PROBLEM: Please state how many lines in the records below contain the word "canvas"; the number alone is the answer.

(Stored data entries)

"""

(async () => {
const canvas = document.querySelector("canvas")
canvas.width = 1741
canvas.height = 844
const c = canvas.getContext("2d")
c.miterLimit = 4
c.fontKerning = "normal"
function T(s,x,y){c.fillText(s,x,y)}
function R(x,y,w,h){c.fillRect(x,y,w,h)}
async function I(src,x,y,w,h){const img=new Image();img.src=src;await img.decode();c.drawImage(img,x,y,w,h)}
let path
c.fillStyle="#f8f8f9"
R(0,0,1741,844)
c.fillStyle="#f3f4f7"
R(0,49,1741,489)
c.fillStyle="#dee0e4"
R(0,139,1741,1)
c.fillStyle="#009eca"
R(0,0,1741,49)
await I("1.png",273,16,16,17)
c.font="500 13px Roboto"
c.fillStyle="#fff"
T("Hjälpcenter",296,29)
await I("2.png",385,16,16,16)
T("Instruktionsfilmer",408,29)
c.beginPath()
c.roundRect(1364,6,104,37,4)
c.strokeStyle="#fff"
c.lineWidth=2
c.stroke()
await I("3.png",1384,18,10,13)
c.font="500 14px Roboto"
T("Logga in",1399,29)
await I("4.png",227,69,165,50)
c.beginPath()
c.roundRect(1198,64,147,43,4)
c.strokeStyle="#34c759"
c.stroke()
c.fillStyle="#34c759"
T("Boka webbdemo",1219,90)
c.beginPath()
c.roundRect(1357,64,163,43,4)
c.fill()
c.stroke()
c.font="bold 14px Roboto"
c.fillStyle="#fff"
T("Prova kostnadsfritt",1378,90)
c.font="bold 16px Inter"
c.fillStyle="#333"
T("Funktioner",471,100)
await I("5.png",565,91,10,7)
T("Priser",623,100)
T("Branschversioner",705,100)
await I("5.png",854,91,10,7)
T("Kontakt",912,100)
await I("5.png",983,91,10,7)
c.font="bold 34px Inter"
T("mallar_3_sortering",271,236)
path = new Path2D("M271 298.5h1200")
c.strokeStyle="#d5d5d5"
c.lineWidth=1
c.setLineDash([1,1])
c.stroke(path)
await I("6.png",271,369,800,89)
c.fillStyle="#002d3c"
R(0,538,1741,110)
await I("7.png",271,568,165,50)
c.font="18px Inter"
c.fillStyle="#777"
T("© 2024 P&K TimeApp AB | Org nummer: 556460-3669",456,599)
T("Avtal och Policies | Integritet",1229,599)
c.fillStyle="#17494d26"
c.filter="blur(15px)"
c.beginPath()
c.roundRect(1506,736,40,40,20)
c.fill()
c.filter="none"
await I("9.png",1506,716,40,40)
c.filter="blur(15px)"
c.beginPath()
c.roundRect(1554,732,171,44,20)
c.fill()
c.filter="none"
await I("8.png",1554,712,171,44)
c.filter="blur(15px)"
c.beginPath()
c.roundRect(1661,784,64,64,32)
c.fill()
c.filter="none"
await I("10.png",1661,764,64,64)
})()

"""

TASK RESPONSE: 4